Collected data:
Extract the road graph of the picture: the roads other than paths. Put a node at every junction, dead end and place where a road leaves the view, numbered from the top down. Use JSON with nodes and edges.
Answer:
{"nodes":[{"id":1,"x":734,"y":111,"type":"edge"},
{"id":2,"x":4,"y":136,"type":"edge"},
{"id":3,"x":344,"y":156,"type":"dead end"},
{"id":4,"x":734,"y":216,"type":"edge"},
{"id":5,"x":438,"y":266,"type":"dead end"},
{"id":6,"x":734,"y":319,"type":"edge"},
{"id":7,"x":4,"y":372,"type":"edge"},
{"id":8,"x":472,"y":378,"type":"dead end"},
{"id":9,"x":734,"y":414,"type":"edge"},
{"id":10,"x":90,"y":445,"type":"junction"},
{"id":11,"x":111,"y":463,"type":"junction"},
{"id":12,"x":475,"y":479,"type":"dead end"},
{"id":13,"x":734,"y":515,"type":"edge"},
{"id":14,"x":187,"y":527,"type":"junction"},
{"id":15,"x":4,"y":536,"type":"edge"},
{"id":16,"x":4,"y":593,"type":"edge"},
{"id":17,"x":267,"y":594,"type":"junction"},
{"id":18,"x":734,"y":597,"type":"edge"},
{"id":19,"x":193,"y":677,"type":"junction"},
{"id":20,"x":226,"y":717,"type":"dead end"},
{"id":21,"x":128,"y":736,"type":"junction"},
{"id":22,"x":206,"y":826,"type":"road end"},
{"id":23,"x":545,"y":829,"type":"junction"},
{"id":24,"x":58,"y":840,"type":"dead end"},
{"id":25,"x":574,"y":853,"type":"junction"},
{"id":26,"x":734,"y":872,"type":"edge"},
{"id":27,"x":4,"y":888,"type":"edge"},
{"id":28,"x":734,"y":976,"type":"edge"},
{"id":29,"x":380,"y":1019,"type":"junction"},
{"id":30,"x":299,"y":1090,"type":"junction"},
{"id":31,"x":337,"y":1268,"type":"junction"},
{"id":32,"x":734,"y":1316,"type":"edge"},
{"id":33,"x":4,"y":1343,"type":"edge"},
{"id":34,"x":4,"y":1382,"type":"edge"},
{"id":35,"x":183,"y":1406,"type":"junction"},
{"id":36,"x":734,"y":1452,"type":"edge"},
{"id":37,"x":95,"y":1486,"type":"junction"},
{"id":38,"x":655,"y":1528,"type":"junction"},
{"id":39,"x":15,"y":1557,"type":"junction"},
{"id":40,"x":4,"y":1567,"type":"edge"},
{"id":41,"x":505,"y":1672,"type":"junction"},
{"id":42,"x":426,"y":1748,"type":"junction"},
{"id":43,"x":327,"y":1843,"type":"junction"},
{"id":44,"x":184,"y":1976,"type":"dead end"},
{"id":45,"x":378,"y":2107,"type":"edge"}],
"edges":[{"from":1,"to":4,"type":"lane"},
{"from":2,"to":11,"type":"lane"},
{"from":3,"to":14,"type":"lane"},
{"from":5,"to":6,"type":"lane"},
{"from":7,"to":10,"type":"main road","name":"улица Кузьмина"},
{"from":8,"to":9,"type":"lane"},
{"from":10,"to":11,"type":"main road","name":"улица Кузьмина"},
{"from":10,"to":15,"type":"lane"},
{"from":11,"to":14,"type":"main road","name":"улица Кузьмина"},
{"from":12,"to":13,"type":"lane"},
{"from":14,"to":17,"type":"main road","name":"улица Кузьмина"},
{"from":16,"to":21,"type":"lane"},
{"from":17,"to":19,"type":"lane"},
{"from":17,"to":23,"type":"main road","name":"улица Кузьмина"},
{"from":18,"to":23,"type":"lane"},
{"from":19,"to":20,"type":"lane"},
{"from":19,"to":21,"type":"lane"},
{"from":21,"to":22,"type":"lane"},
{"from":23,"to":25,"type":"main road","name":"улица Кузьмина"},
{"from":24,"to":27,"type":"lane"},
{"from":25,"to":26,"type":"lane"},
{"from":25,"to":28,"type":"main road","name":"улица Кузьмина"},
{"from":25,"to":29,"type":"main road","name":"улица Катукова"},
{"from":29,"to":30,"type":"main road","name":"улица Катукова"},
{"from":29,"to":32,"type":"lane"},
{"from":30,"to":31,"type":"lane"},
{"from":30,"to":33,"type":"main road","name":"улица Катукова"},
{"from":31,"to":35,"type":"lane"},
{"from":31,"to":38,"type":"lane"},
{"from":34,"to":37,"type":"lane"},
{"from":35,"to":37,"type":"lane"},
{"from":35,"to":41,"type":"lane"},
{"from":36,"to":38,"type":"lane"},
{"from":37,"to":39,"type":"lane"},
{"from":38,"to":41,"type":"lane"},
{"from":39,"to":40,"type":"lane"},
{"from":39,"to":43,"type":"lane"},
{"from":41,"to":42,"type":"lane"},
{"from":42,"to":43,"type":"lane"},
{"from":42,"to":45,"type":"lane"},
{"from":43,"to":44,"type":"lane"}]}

TASK PROMPT:
In full and without alteration, return every line above.

OUTPUT FOR THIS TASK:
Extract the road graph of the picture: the roads other than paths. Put a node at every junction, dead end and place where a road leaves the view, numbered from the top down. Use JSON with nodes and edges.
Answer:
{"nodes":[{"id":1,"x":734,"y":111,"type":"edge"},
{"id":2,"x":4,"y":136,"type":"edge"},
{"id":3,"x":344,"y":156,"type":"dead end"},
{"id":4,"x":734,"y":216,"type":"edge"},
{"id":5,"x":438,"y":266,"type":"dead end"},
{"id":6,"x":734,"y":319,"type":"edge"},
{"id":7,"x":4,"y":372,"type":"edge"},
{"id":8,"x":472,"y":378,"type":"dead end"},
{"id":9,"x":734,"y":414,"type":"edge"},
{"id":10,"x":90,"y":445,"type":"junction"},
{"id":11,"x":111,"y":463,"type":"junction"},
{"id":12,"x":475,"y":479,"type":"dead end"},
{"id":13,"x":734,"y":515,"type":"edge"},
{"id":14,"x":187,"y":527,"type":"junction"},
{"id":15,"x":4,"y":536,"type":"edge"},
{"id":16,"x":4,"y":593,"type":"edge"},
{"id":17,"x":267,"y":594,"type":"junction"},
{"id":18,"x":734,"y":597,"type":"edge"},
{"id":19,"x":193,"y":677,"type":"junction"},
{"id":20,"x":226,"y":717,"type":"dead end"},
{"id":21,"x":128,"y":736,"type":"junction"},
{"id":22,"x":206,"y":826,"type":"road end"},
{"id":23,"x":545,"y":829,"type":"junction"},
{"id":24,"x":58,"y":840,"type":"dead end"},
{"id":25,"x":574,"y":853,"type":"junction"},
{"id":26,"x":734,"y":872,"type":"edge"},
{"id":27,"x":4,"y":888,"type":"edge"},
{"id":28,"x":734,"y":976,"type":"edge"},
{"id":29,"x":380,"y":1019,"type":"junction"},
{"id":30,"x":299,"y":1090,"type":"junction"},
{"id":31,"x":337,"y":1268,"type":"junction"},
{"id":32,"x":734,"y":1316,"type":"edge"},
{"id":33,"x":4,"y":1343,"type":"edge"},
{"id":34,"x":4,"y":1382,"type":"edge"},
{"id":35,"x":183,"y":1406,"type":"junction"},
{"id":36,"x":734,"y":1452,"type":"edge"},
{"id":37,"x":95,"y":1486,"type":"junction"},
{"id":38,"x":655,"y":1528,"type":"junction"},
{"id":39,"x":15,"y":1557,"type":"junction"},
{"id":40,"x":4,"y":1567,"type":"edge"},
{"id":41,"x":505,"y":1672,"type":"junction"},
{"id":42,"x":426,"y":1748,"type":"junction"},
{"id":43,"x":327,"y":1843,"type":"junction"},
{"id":44,"x":184,"y":1976,"type":"dead end"},
{"id":45,"x":378,"y":2107,"type":"edge"}],
"edges":[{"from":1,"to":4,"type":"lane"},
{"from":2,"to":11,"type":"lane"},
{"from":3,"to":14,"type":"lane"},
{"from":5,"to":6,"type":"lane"},
{"from":7,"to":10,"type":"main road","name":"улица Кузьмина"},
{"from":8,"to":9,"type":"lane"},
{"from":10,"to":11,"type":"main road","name":"улица Кузьмина"},
{"from":10,"to":15,"type":"lane"},
{"from":11,"to":14,"type":"main road","name":"улица Кузьмина"},
{"from":12,"to":13,"type":"lane"},
{"from":14,"to":17,"type":"main road","name":"улица Кузьмина"},
{"from":16,"to":21,"type":"lane"},
{"from":17,"to":19,"type":"lane"},
{"from":17,"to":23,"type":"main road","name":"улица Кузьмина"},
{"from":18,"to":23,"type":"lane"},
{"from":19,"to":20,"type":"lane"},
{"from":19,"to":21,"type":"lane"},
{"from":21,"to":22,"type":"lane"},
{"from":23,"to":25,"type":"main road","name":"улица Кузьмина"},
{"from":24,"to":27,"type":"lane"},
{"from":25,"to":26,"type":"lane"},
{"from":25,"to":28,"type":"main road","name":"улица Кузьмина"},
{"from":25,"to":29,"type":"main road","name":"улица Катукова"},
{"from":29,"to":30,"type":"main road","name":"улица Катукова"},
{"from":29,"to":32,"type":"lane"},
{"from":30,"to":31,"type":"lane"},
{"from":30,"to":33,"type":"main road","name":"улица Катукова"},
{"from":31,"to":35,"type":"lane"},
{"from":31,"to":38,"type":"lane"},
{"from":34,"to":37,"type":"lane"},
{"from":35,"to":37,"type":"lane"},
{"from":35,"to":41,"type":"lane"},
{"from":36,"to":38,"type":"lane"},
{"from":37,"to":39,"type":"lane"},
{"from":38,"to":41,"type":"lane"},
{"from":39,"to":40,"type":"lane"},
{"from":39,"to":43,"type":"lane"},
{"from":41,"to":42,"type":"lane"},
{"from":42,"to":43,"type":"lane"},
{"from":42,"to":45,"type":"lane"},
{"from":43,"to":44,"type":"lane"}]}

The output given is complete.